Hilary loves making bread most. “Everyone loves bread and you can eat it every day,” she says. Working with two other bakers and two shop assistants, Hilary thrives on the fast pace of the work at Gilbert’s. “We’re always busy. We make so many different things that I’m never bored. And there’s always an opportunity to improve.”
She says the most challenging part of her job is the high stress times when there is a lot going on at once and time pressure to get it done. “I have to make sure I prioritise and don’t get overwhelmed.”
She says her main strength is in having a good eye for assessing a dough during the proofing process. “But I want to learn a lot more about sourdough breads and recipe formulation. I practice quite a bit at home to keep learning how to adjust to different scenarios.”
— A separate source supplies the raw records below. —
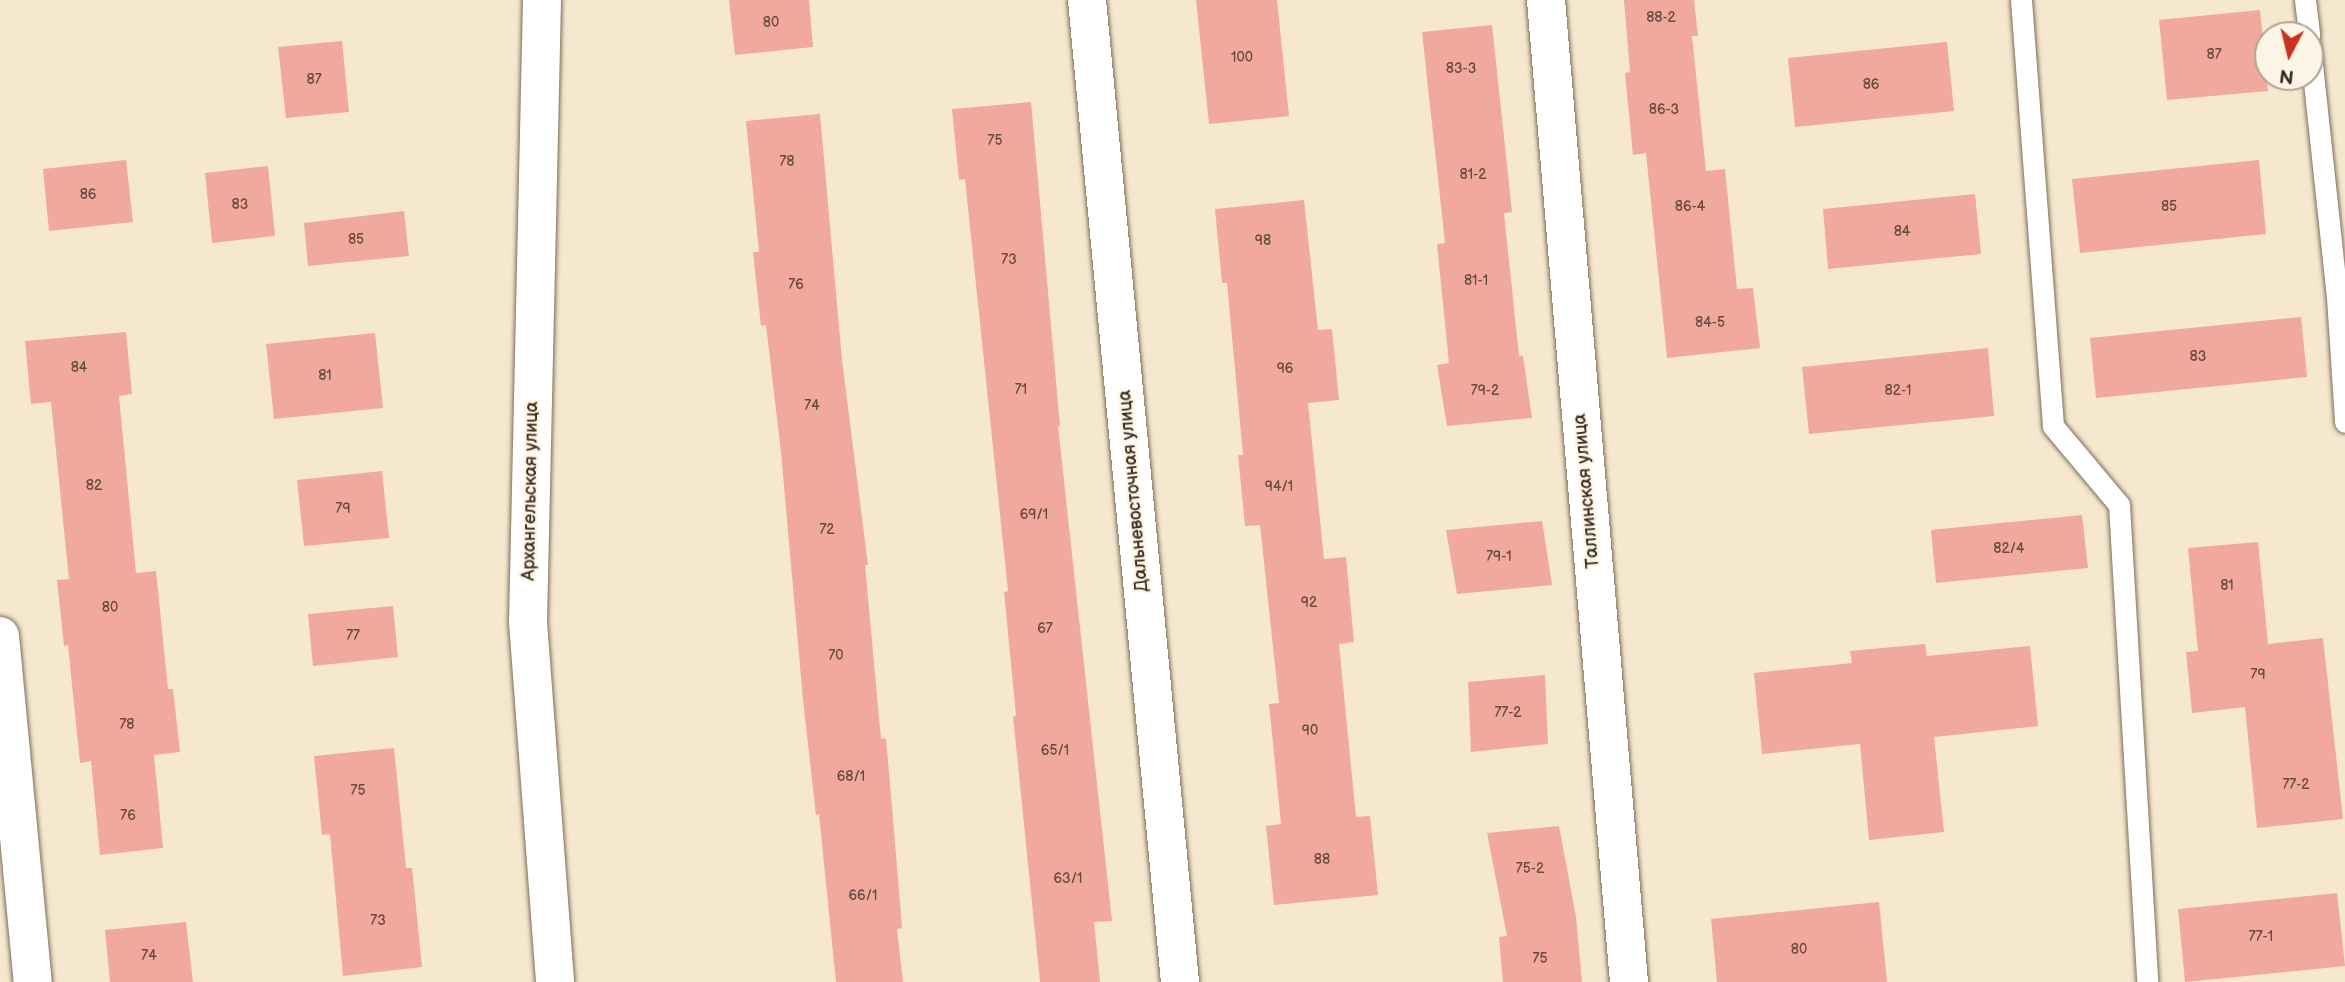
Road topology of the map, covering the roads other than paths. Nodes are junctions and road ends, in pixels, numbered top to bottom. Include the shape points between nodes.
1 (542, 0) edge
2 (1087, 0) edge
3 (1546, 0) edge
4 (2021, 0) edge
5 (2305, 0) edge
6 (2307, 21) edge
7 (2315, 91) edge
8 (2345, 422) edge
9 (0, 636) edge
10 (33, 982) edge
11 (555, 982) edge
12 (1180, 982) edge
13 (1629, 982) edge
14 (2147, 982) edge

1 - 11 street, Архангельская улица via 527,622
2 - 12 street, Дальневосточная улица
3 - 13 street, Таллинская улица
4 - 14 lane via 2053,426 2119,505
5 - 6 lane
7 - 8 lane
9 - 10 street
Hilary says preparing for the competition started with getting her presentation finished. For the theory exam she focused on what she didn’t know enough about, and says the BIRT Bake Info website was a great source of information.
Her take on the baking industry is that it’s changing quite quickly as people’s views on food change. “There’s a huge move towards understanding the environmental factors involved in food production. How do we make food that is sustainable but still profitable? People are starting to ask questions about the way their food is made, and there’s a definite revival of artisan baking.”
When Hilary isn’t baking she can be found out walking around the beautiful Dunedin hills, a pleasure after being indoors all day at the bakery.